- **EXERCISE INSTRUCTIONS**
Check every line of the entries that follow, and copy the ones containing "nodes".

- **RECORDS**
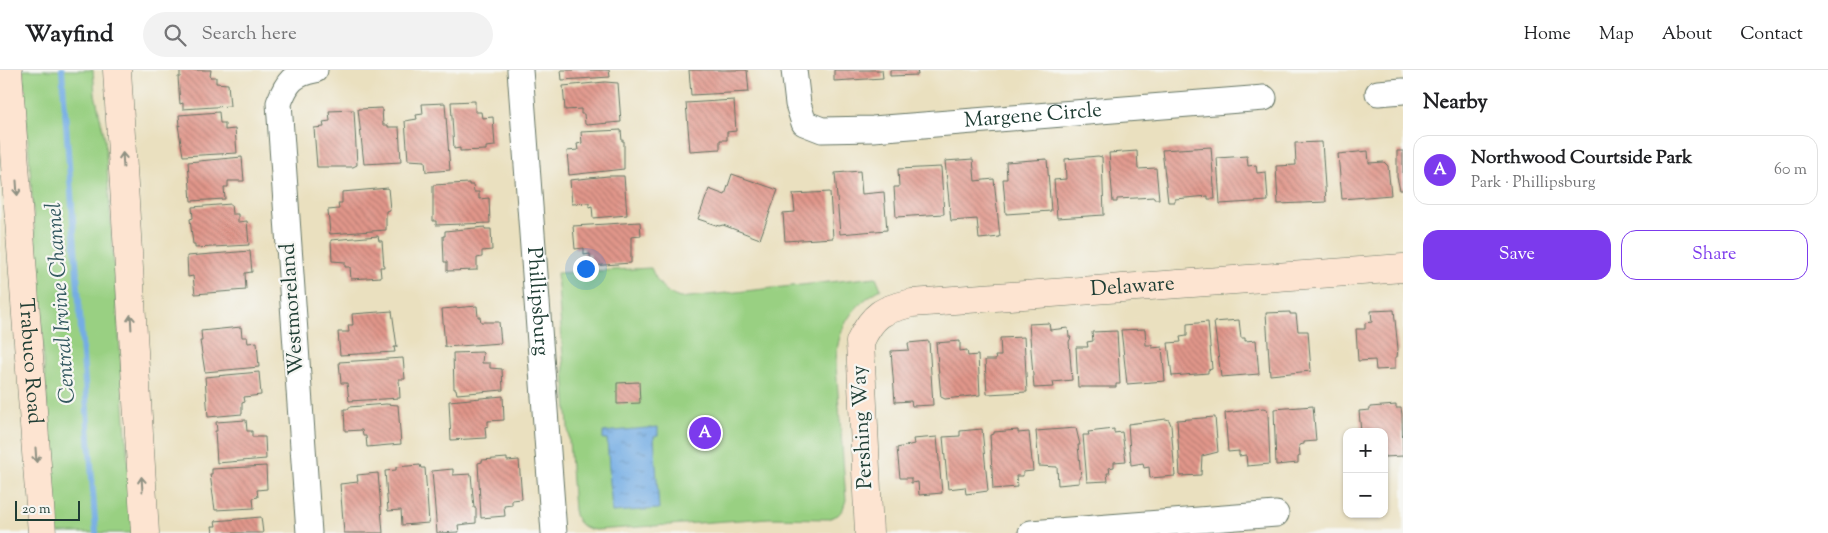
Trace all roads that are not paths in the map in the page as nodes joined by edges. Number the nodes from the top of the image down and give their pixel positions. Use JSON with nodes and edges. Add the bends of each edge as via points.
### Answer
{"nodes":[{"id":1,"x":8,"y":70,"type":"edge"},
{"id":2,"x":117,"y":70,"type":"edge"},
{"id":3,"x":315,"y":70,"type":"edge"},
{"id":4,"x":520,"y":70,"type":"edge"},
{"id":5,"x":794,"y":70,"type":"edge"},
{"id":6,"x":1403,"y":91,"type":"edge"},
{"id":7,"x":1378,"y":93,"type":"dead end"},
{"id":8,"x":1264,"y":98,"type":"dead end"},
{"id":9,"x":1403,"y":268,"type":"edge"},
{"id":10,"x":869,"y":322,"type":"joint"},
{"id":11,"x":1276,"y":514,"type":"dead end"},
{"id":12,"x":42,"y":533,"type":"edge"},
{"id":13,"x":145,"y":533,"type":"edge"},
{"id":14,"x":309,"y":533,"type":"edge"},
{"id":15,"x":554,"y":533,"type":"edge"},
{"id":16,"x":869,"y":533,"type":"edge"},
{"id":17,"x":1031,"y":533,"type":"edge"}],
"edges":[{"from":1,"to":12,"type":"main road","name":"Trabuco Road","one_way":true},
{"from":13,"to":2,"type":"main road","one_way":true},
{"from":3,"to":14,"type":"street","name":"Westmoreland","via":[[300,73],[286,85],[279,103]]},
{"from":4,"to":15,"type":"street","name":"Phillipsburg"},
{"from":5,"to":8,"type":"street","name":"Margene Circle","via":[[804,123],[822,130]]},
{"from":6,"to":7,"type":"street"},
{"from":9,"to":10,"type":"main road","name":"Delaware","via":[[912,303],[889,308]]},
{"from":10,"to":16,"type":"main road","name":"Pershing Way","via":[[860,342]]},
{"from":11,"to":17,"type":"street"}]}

- **EXERCISE SOLUTION**
Trace all roads that are not paths in the map in the page as nodes joined by edges. Number the nodes from the top of the image down and give their pixel positions. Use JSON with nodes and edges. Add the bends of each edge as via points.
{"nodes":[{"id":1,"x":8,"y":70,"type":"edge"},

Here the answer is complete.